Records shown START

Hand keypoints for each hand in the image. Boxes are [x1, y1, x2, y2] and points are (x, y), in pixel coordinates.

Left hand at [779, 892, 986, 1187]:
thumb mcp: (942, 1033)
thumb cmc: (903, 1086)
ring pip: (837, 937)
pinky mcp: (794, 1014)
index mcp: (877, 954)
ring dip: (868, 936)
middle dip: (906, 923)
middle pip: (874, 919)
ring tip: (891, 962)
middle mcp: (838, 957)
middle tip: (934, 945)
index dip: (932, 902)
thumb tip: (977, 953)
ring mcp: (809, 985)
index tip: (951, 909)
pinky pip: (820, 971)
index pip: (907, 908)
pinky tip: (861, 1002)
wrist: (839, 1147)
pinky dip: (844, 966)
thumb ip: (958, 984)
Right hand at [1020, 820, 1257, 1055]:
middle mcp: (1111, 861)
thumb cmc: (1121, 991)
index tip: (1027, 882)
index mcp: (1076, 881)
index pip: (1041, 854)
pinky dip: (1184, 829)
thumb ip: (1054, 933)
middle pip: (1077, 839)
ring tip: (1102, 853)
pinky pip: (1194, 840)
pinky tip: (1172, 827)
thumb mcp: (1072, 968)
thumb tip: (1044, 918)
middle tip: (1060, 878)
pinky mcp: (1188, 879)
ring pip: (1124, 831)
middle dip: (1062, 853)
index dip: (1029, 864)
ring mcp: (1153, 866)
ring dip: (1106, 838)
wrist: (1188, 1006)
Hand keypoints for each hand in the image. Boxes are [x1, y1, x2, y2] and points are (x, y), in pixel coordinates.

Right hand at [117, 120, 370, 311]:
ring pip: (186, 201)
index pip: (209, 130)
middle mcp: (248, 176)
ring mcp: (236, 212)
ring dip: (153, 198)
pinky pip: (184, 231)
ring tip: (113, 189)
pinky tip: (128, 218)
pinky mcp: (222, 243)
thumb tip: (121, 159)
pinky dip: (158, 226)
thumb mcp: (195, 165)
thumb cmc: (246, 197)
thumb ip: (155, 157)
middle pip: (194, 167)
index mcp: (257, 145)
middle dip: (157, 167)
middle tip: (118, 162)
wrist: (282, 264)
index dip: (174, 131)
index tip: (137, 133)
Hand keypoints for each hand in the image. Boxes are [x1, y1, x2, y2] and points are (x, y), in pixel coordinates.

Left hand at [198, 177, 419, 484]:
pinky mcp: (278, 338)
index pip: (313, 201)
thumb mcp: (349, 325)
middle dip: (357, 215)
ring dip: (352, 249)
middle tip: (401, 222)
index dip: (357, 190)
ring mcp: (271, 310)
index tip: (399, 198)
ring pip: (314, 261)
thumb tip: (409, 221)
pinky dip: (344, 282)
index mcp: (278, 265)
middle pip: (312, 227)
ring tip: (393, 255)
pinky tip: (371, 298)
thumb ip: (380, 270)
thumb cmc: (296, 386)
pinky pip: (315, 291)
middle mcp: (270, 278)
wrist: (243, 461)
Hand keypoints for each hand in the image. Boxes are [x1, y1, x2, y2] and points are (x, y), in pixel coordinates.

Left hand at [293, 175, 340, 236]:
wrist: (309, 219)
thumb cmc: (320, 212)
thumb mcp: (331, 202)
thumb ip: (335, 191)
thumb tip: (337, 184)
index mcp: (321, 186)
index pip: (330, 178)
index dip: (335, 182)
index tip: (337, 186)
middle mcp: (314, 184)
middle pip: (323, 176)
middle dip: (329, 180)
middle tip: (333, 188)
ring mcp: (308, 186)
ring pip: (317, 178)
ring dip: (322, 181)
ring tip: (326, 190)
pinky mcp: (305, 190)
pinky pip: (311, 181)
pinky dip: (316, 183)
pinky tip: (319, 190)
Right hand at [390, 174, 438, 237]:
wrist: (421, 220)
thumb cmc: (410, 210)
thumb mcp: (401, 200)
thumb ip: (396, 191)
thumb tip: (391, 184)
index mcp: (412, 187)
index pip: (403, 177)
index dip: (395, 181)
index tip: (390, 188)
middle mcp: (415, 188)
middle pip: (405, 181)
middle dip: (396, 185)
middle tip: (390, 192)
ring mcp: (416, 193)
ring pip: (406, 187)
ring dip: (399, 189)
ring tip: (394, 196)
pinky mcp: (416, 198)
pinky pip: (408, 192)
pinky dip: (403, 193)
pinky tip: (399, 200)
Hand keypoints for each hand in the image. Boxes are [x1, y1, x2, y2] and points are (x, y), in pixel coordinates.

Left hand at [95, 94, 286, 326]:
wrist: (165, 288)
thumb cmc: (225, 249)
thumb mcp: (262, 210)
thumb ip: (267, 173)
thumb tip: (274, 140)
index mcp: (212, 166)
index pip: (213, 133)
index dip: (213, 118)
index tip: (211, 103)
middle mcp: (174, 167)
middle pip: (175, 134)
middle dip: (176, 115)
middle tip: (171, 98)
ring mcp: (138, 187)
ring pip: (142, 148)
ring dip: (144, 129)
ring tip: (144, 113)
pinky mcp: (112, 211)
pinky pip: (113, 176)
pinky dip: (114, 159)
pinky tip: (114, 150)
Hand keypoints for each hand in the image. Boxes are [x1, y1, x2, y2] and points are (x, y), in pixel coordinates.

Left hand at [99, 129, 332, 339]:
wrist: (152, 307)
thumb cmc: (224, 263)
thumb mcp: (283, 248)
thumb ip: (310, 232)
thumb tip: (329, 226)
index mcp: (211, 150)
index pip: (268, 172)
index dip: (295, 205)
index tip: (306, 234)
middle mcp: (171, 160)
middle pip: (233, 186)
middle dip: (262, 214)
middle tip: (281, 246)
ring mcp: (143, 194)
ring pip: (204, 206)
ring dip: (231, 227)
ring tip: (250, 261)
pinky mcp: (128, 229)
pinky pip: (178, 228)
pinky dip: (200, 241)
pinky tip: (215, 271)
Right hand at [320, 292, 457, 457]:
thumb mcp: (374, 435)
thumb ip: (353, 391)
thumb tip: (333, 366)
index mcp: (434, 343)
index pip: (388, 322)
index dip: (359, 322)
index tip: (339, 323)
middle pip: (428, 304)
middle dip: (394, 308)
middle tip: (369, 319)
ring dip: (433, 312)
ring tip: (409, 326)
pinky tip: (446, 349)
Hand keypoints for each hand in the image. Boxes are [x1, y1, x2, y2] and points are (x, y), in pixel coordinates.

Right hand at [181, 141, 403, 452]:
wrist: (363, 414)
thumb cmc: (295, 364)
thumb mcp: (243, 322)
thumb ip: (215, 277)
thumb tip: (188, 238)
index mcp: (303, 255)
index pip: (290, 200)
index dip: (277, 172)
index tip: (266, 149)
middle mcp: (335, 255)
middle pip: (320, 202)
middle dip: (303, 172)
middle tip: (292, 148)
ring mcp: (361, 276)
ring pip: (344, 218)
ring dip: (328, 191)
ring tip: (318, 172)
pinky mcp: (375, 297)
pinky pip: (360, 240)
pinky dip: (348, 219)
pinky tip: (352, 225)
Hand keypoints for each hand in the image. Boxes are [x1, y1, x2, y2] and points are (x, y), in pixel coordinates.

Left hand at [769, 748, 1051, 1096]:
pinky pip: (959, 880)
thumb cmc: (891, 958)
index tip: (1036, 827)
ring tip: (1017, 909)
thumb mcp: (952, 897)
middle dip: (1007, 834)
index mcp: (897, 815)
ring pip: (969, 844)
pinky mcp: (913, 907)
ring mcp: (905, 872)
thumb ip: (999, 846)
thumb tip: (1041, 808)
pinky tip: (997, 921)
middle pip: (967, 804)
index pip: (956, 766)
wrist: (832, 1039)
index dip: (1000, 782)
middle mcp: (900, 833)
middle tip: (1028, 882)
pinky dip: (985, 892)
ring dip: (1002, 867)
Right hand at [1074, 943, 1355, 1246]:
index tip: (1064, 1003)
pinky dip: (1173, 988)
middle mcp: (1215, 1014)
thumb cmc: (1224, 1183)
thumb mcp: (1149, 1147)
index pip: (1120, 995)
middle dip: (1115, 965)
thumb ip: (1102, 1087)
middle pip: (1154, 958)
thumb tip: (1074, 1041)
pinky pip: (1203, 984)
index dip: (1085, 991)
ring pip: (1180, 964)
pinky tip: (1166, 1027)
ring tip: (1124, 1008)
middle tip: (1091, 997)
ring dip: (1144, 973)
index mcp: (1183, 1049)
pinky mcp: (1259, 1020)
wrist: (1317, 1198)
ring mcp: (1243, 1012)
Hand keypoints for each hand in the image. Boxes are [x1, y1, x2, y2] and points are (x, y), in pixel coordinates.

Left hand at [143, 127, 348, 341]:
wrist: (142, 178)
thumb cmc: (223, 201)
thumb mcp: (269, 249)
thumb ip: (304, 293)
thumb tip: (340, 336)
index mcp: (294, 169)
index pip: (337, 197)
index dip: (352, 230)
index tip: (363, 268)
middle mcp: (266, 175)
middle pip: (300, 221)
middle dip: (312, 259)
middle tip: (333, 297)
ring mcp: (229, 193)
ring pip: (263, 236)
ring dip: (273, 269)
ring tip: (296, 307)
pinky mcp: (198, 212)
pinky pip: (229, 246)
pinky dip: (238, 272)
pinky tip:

Records shown END

What is being asked: Above are some lines. Repeat exactly, and only, those from the line that has "index mcp: (1183, 1049)" through the line that has "thumb mcp: (269, 249)".

Output of the task:
index mcp: (1183, 1049)
pinky mcp: (1259, 1020)
wrist: (1317, 1198)
ring mcp: (1243, 1012)
Hand keypoints for each hand in the image. Boxes are [x1, y1, x2, y2] and points are (x, y), in pixel coordinates.

Left hand at [143, 127, 348, 341]:
wrist: (142, 178)
thumb cmc: (223, 201)
thumb mcp: (269, 249)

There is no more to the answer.